D’autre part, le livre examine les requêtes et périodiques arabes et espagnols émanant des communautés migrantes arabophones en Amérique latine afin de montrer comment l’ordonnance d’exclusion a donné forme à l’apparition de nouveaux réseaux de communication et de solidarité parmi les Palestiniens et autres migrants arabophones dans la diaspora et en Palestine.


Des stratégies de résistance

De Santiago, de Buenos Aires, de Lima et de Sao Paulo, jusqu’à Mexico, Monterrey, Paris et Jérusalem, les migrants palestiniens, leurs alliés aux Amériques et leurs homologues en Palestine ont discuté des stratégies afin de résister à la gouvernance mandataire oppressive des Britanniques – et des Français – et, entre autres, aux refus de citoyenneté signifiés à des milliers de migrants palestiniens.

Ils l’ont fait dans des journaux, dans des clubs sociaux et autres associations, dans des organisations et comités politiques et dans des centaines de requêtes délivrées à des corps gouvernants locaux et internationaux, dont la Société des Nations.

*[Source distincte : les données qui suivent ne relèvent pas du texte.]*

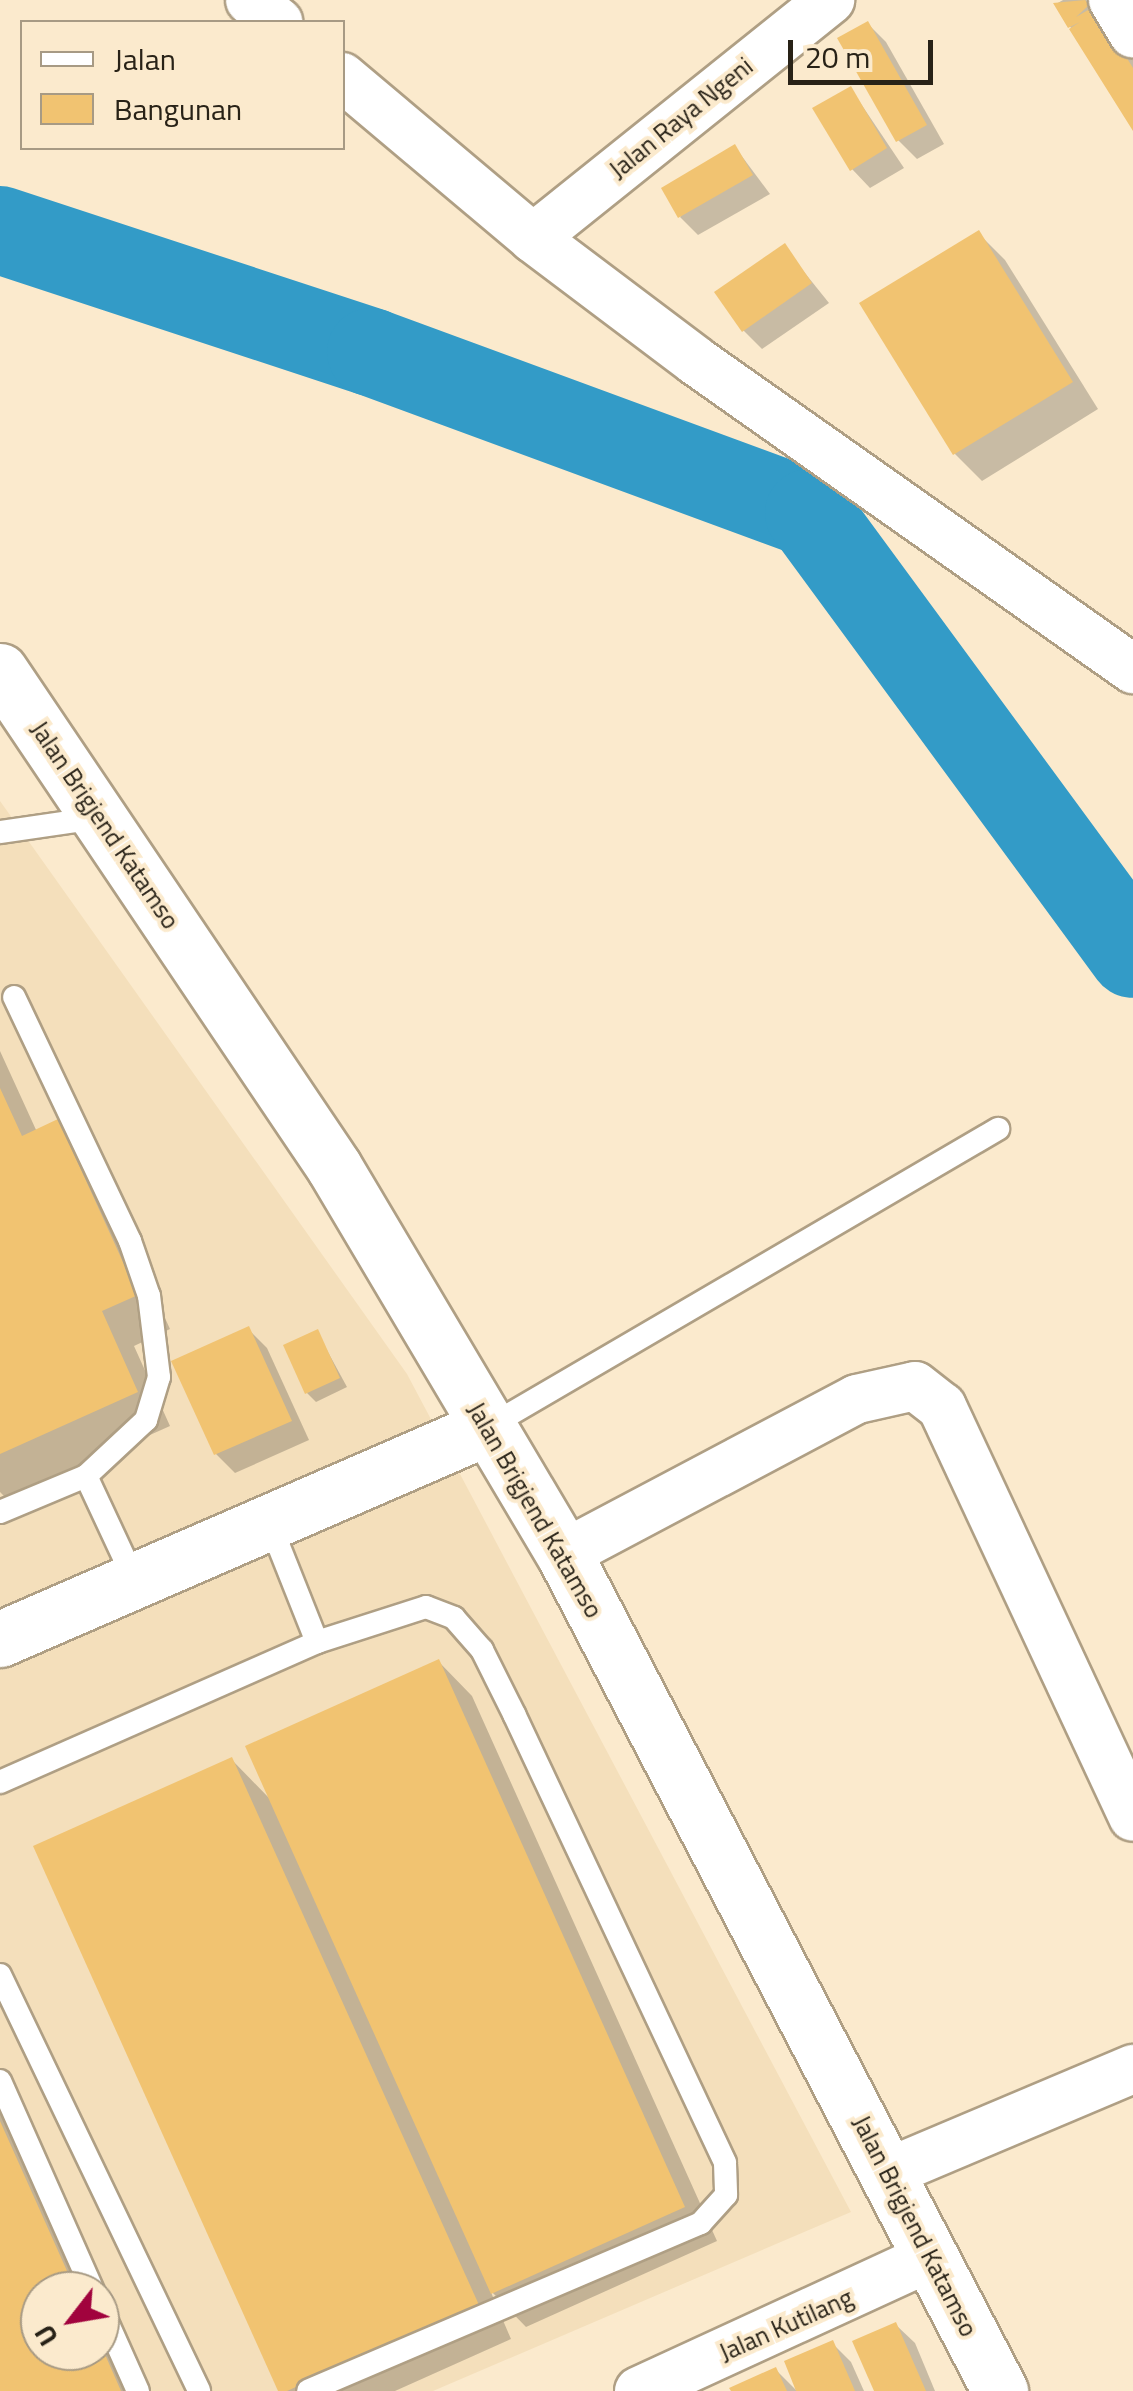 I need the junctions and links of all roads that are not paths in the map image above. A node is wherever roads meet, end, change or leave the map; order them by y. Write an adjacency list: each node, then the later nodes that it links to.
1 (250, 0): 4 (street)
2 (830, 0): 7 (street, Jalan Raya Ngeni)
3 (1113, 0): 5 (street)
4 (275, 20)
5 (1133, 33)
6 (345, 79): 7 (street)
7 (533, 238): 8 (street)
8 (1133, 669)
9 (0, 671): 10 (street, Jalan Brigjend Katamso)
10 (101, 817): 11 (lane); 14 (street, Jalan Brigjend Katamso)
11 (0, 832)
12 (14, 998): 15 (lane)
13 (998, 1129): 14 (lane)
14 (488, 1427): 17 (street); 18 (street, Jalan Brigjend Katamso)
15 (86, 1476): 16 (lane); 19 (lane)
16 (0, 1512)
17 (270, 1524): 19 (street); 21 (lane)
18 (564, 1554): 23 (street); 27 (street, Jalan Brigjend Katamso)
19 (135, 1581): 20 (street)
20 (0, 1639)
21 (317, 1642): 22 (lane); 33 (lane)
22 (2, 1775)
23 (1133, 1817)
24 (0, 1974): 32 (lane)
25 (1133, 2069): 27 (street)
26 (0, 2081): 29 (lane)
27 (889, 2172): 28 (street, Jalan Brigjend Katamso)
28 (931, 2257): 34 (street, Jalan Kutilang); 35 (street, Jalan Brigjend Katamso)
29 (84, 2271)
30 (120, 2351): 31 (lane)
31 (138, 2391)
32 (199, 2391)
33 (308, 2391)
34 (639, 2391)
35 (1000, 2391)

Hormis une poignée d’ouvrages examinant les allers et venues des Palestiniens dans le monde avant 1948, ces mêmes Palestiniens restent largement absents de l’analyse historique transnationale.

C’est que l’étude historique du peuple palestinien s’est grandement confinée à la Palestine géographique, le territoire situé entre le Jourdain et la Méditerranée, négligeant ainsi de remarquables récits qui recouvrent le globe depuis les Andes chiliennes et péruviennes jusqu’aux ports des Philippines.

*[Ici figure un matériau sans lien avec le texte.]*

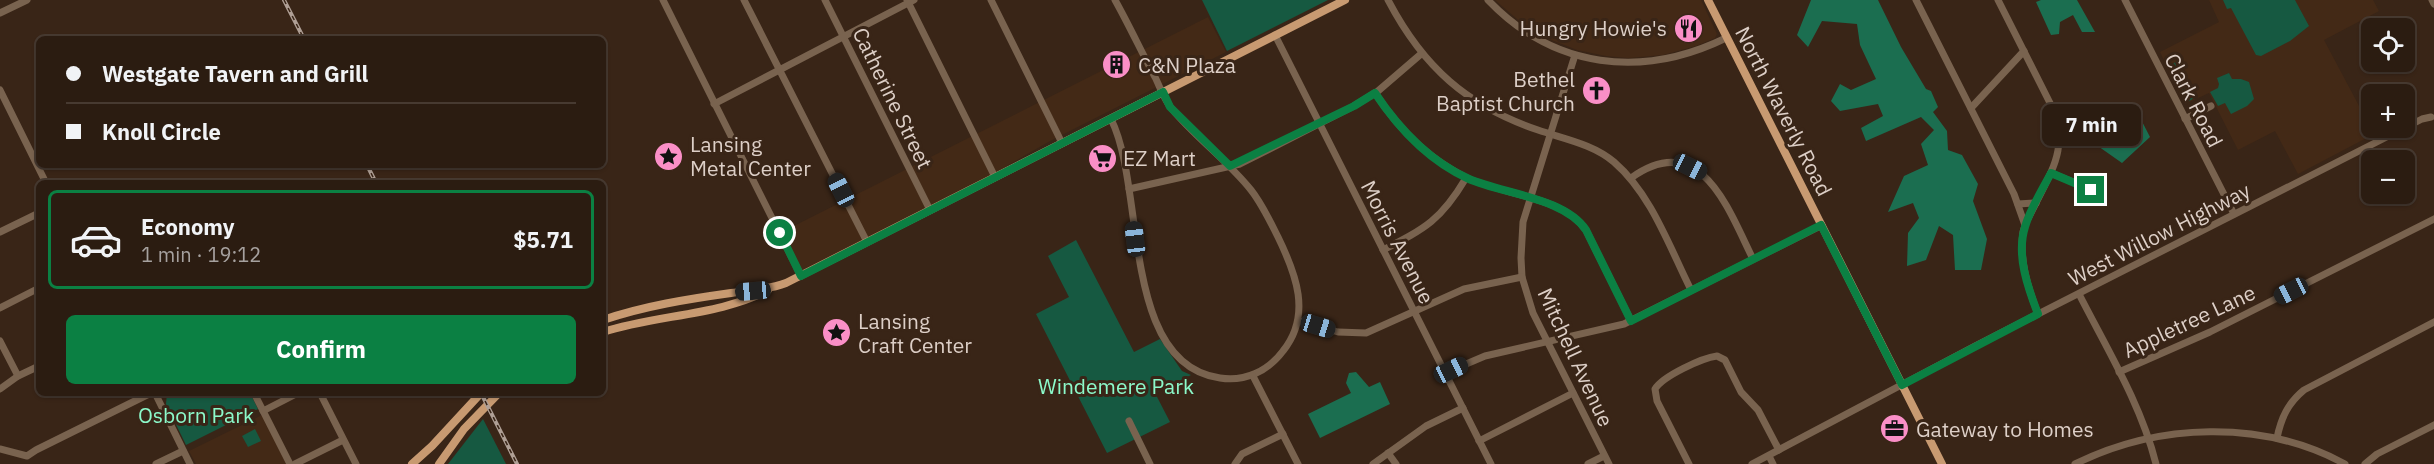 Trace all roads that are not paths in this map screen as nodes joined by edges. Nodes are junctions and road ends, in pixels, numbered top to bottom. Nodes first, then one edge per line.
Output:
1 (27, 0) edge
2 (663, 0) edge
3 (744, 0) edge
4 (825, 0) edge
5 (991, 0) edge
6 (1115, 0) edge
7 (1345, 0) edge
8 (1388, 0) edge
9 (1488, 0) edge
10 (1708, 0) edge
11 (1916, 0) edge
12 (1998, 0) edge
13 (2125, 0) edge
14 (2432, 0) edge
15 (910, 1) edge
16 (2434, 4) edge
17 (0, 13) edge
18 (1275, 35) junction
19 (844, 36) junction
20 (1726, 38) junction
21 (2024, 51) junction
22 (1421, 54) junction
23 (1575, 55) junction
24 (778, 69) junction
25 (1163, 92) junction
26 (0, 93) edge
27 (1375, 93) junction
28 (714, 104) junction
29 (2211, 106) dead end
30 (1971, 108) junction
31 (2433, 116) edge
32 (1111, 119) junction
33 (2185, 119) junction
34 (1319, 124) junction
35 (1550, 134) junction
36 (1062, 143) junction
37 (36, 163) edge
38 (1230, 166) junction
39 (2051, 173) junction
40 (995, 177) junction
41 (1467, 178) junction
42 (1631, 178) junction
43 (1129, 189) junction
44 (2091, 190) dead end
45 (1530, 199) junction
46 (2036, 203) junction
47 (2018, 204) junction
48 (930, 210) junction
49 (36, 214) edge
50 (2234, 214) junction
51 (2434, 219) edge
52 (1821, 225) junction
53 (2025, 225) junction
54 (0, 232) edge
55 (867, 242) junction
56 (1383, 250) junction
57 (1753, 259) junction
58 (801, 276) junction
59 (1522, 277) junction
60 (771, 289) junction
61 (36, 290) edge
62 (1691, 290) junction
63 (2079, 294) junction
64 (0, 308) edge
65 (1414, 310) junction
66 (2038, 314) junction
67 (606, 319) edge
68 (1299, 321) junction
69 (1631, 321) junction
70 (2434, 322) edge
71 (606, 331) edge
72 (0, 341) edge
73 (1548, 342) junction
74 (36, 367) edge
75 (2119, 372) junction
76 (1445, 373) junction
77 (18, 376) junction
78 (1253, 376) junction
79 (1902, 385) junction
80 (0, 389) edge
81 (1574, 393) junction
82 (147, 396) edge
83 (155, 396) edge
84 (256, 396) edge
85 (292, 396) edge
86 (322, 396) edge
87 (478, 396) edge
88 (497, 396) edge
89 (1462, 408) junction
90 (263, 411) junction
91 (1129, 420) dead end
92 (2434, 425) edge
93 (1283, 434) junction
94 (2277, 438) junction
95 (2149, 439) junction
96 (344, 440) junction
97 (1479, 441) junction
98 (0, 449) edge
99 (1779, 450) junction
100 (183, 451) junction
101 (1388, 453) junction
102 (27, 456) junction
103 (1604, 456) junction
104 (1769, 456) junction
105 (31, 464) edge
106 (156, 464) edge
107 (190, 464) edge
108 (293, 464) edge
109 (356, 464) edge
110 (412, 464) edge
111 (439, 464) edge
112 (1150, 464) edge
113 (1235, 464) edge
114 (1298, 464) edge
115 (1373, 464) edge
116 (1396, 464) edge
117 (1491, 464) edge
118 (1588, 464) edge
119 (1608, 464) edge
120 (1689, 464) edge
121 (1752, 464) edge
122 (1773, 464) edge
123 (1942, 464) edge
124 (2075, 464) edge
125 (2156, 464) edge
126 (2344, 464) edge
127 (2366, 464) edge

1 - 17 street
2 - 28 street
3 - 24 street
4 - 19 street, Catherine Street
5 - 36 street
6 - 25 street
7 - 18 main road
8 - 22 street
9 - 23 street
10 - 20 main road, North Waverly Road
11 - 30 street
12 - 21 street
13 - 33 street, Clark Road
14 - 16 street
15 - 19 street
15 - 40 street
18 - 25 main road
18 - 34 street, Morris Avenue
19 - 24 street
19 - 48 street, Catherine Street
20 - 23 street
20 - 52 main road, North Waverly Road
21 - 30 street
21 - 39 street
22 - 27 street
22 - 35 street
23 - 35 street, Mitchell Avenue
24 - 28 street
24 - 55 street
25 - 32 main road
25 - 38 street
26 - 37 street
27 - 34 street
27 - 41 street
28 - 58 street
29 - 33 street
30 - 47 street
31 - 50 street, West Willow Highway
32 - 36 main road
32 - 43 street
33 - 50 street, Clark Road
34 - 38 street
34 - 56 street, Morris Avenue
35 - 42 street
35 - 45 street, Mitchell Avenue
36 - 40 main road
38 - 43 street
38 - 68 street
39 - 44 street
39 - 46 street
40 - 48 main road
41 - 45 street
41 - 56 street
42 - 57 street
42 - 62 street
43 - 78 street
45 - 59 street, Mitchell Avenue
45 - 69 street
46 - 47 street
46 - 53 street
47 - 53 street
48 - 55 main road
49 - 54 street
50 - 63 street, West Willow Highway
51 - 75 street, Appletree Lane
52 - 57 street
52 - 79 main road, North Waverly Road
53 - 66 street
55 - 58 main road
56 - 65 street, Morris Avenue
57 - 62 street
58 - 60 main road
59 - 65 street
59 - 73 street, Mitchell Avenue
60 - 67 main road
60 - 71 main road
61 - 64 street
62 - 69 street
63 - 66 street, West Willow Highway
63 - 75 street
65 - 68 street
65 - 76 street, Morris Avenue
66 - 79 street, West Willow Highway
68 - 78 street
69 - 73 street
70 - 94 street
72 - 77 street
73 - 76 street
73 - 81 street, Mitchell Avenue
74 - 77 street
75 - 95 street
76 - 89 street, Morris Avenue
77 - 80 street
78 - 93 street
79 - 99 street, West Willow Highway
79 - 123 main road, North Waverly Road
81 - 97 street
81 - 103 street, Mitchell Avenue
82 - 102 street
83 - 100 street
84 - 90 street
85 - 90 street
86 - 96 street
87 - 110 main road
88 - 111 main road
89 - 97 street, Morris Avenue
89 - 101 street
90 - 108 street
91 - 112 street
92 - 127 street
93 - 113 street
93 - 114 street
94 - 95 street
94 - 126 street
95 - 124 street
95 - 125 street
96 - 108 street
96 - 109 street
97 - 117 street, Morris Avenue
98 - 102 street
99 - 104 street, West Willow Highway
99 - 120 street
100 - 106 street
100 - 107 street
101 - 115 street
101 - 116 street
102 - 105 street
103 - 118 street
103 - 119 street, Mitchell Avenue
104 - 121 street, West Willow Highway
104 - 122 street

Par conséquent, des Palestiniens ont rarement figuré dans des histoires de migration et de formation de diaspora, d’échanges culturels et matériels, de peuplement et d’intégration, ou d’activisme politique transnational vers le tournant du 20e siècle, dans des narrations associées à bien d’autres peuples, donc ceux du Moyen-Orient.

La Palestine transnationale prétend donc que les réseaux transnationaux interconnectés forgés par les Palestiniens et autres migrants arabophones au début du 20e siècle ont été essentiels dans la croissance des communautés migrantes moyen-orientales en Amérique latine, dans la formation d’une communauté diasporique spécifiquement palestinienne et dans le développement d’une conscience nationale palestinienne.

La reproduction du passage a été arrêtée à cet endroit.